Gov. Wolf campaigned on the concept of decriminalizing marijuana statewide. Last week, he reinforced his support for the issue again to WPXI-TV in Pittsburgh:
"There are a lot of reasons to look at decriminalization. I think that's something that I support," he said.
Wolf said the criminalization of this drug is ripping families apart.
"I believe, for a number of reasons, that we ought to decriminalize marijuana use. I think our prisons are over-crowded as a result of people going to jail for reasons that, you know, we break up families for reasons that we shouldn't," Wolf said.
As Philly420 previously reported, the new decrim procedure in Philadelphia has produced a sharp decline in arrests and is on track to the save the city more than $3 million this year.

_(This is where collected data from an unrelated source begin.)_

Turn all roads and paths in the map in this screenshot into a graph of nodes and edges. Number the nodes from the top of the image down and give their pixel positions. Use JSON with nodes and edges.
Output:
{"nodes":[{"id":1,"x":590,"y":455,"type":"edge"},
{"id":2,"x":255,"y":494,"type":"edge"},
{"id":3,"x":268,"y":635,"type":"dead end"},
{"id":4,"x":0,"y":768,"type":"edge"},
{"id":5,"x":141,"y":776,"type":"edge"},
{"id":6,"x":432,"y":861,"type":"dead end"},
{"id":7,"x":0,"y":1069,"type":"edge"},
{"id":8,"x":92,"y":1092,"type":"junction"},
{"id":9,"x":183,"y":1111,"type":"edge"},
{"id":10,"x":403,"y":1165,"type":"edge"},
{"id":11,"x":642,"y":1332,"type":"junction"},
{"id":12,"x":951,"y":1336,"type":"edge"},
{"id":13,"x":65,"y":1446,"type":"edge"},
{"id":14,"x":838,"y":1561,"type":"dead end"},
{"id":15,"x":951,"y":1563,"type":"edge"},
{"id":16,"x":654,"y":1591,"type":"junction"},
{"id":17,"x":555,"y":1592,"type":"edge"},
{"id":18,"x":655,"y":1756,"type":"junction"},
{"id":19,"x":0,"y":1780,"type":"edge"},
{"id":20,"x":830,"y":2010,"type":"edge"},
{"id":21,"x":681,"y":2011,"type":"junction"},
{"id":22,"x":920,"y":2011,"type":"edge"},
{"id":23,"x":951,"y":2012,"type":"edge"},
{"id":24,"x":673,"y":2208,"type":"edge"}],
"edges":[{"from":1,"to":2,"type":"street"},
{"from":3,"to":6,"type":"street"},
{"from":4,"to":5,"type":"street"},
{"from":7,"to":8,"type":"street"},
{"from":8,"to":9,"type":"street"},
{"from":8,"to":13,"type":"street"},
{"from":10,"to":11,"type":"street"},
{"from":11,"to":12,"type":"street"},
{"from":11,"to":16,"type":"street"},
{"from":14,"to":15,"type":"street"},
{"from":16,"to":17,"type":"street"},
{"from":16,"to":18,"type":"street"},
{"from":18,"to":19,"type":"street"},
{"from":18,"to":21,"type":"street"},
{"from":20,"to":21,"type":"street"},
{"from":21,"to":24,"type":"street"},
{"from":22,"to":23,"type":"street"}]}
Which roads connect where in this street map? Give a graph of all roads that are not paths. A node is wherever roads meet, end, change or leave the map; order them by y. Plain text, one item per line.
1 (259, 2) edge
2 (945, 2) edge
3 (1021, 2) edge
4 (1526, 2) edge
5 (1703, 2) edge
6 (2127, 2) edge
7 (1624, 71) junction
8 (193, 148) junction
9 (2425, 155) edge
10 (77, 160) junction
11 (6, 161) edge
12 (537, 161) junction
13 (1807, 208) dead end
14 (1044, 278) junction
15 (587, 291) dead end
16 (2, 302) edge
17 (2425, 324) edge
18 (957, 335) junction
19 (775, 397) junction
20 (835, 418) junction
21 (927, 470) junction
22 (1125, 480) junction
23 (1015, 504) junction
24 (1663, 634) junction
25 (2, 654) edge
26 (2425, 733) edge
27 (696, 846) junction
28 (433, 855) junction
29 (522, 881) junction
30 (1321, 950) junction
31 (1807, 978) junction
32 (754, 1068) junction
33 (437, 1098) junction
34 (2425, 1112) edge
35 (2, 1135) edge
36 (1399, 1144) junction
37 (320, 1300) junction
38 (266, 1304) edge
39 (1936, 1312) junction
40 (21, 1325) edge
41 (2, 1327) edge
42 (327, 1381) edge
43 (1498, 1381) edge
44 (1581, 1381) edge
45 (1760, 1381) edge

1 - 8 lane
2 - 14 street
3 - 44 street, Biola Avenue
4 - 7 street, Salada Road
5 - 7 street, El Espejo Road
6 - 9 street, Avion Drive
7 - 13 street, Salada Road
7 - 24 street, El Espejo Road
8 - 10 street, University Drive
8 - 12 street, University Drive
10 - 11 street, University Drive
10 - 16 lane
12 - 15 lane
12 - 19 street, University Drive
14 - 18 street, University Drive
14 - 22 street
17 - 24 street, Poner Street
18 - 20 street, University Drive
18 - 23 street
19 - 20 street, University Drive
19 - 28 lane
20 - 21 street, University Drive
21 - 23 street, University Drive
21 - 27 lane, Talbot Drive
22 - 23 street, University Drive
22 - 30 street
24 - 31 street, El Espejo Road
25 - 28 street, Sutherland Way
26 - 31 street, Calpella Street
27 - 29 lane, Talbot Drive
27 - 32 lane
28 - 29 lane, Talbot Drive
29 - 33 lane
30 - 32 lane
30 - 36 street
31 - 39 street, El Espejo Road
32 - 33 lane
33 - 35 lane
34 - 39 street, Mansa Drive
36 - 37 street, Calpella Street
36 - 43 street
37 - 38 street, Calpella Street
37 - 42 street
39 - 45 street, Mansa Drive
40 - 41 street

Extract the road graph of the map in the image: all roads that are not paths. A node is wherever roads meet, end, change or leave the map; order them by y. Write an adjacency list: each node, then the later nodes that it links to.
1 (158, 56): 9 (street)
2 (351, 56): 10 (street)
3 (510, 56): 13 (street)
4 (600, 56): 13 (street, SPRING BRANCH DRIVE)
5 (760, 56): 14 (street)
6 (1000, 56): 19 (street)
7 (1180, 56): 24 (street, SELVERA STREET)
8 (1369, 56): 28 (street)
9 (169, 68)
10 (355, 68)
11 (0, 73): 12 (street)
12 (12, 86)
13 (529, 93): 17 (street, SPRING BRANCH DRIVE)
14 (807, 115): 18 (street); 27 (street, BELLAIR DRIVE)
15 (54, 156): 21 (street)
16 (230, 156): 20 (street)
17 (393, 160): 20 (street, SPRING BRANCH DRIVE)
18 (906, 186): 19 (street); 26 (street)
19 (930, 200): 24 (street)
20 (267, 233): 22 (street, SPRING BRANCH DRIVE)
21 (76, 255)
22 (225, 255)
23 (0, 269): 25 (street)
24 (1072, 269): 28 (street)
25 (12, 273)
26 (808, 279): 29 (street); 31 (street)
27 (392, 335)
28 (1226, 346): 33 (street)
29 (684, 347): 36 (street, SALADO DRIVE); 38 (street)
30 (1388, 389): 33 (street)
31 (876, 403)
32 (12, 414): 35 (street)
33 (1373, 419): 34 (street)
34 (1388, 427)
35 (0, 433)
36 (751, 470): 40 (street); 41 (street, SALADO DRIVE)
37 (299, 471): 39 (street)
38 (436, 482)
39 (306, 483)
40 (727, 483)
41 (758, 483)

According to at least one political analyst, the change championed by then-councilman Jim Kenney also helped to propel him to winning the Democratic primary for mayor.
"[Pollster Anna] Greenberg said her polling showed that marijuana decriminalization was a breakthrough issue for Kenney, communicating to black voters that he understood the impact of harsh drug laws and unequal enforcement in minority communities."
An innovation in the Philly civil citations is that they also apply to juveniles. This makes sense. There is no reason that residents under the age of 18 should receive harsher treatment than adults for possession of small amounts of marijuana.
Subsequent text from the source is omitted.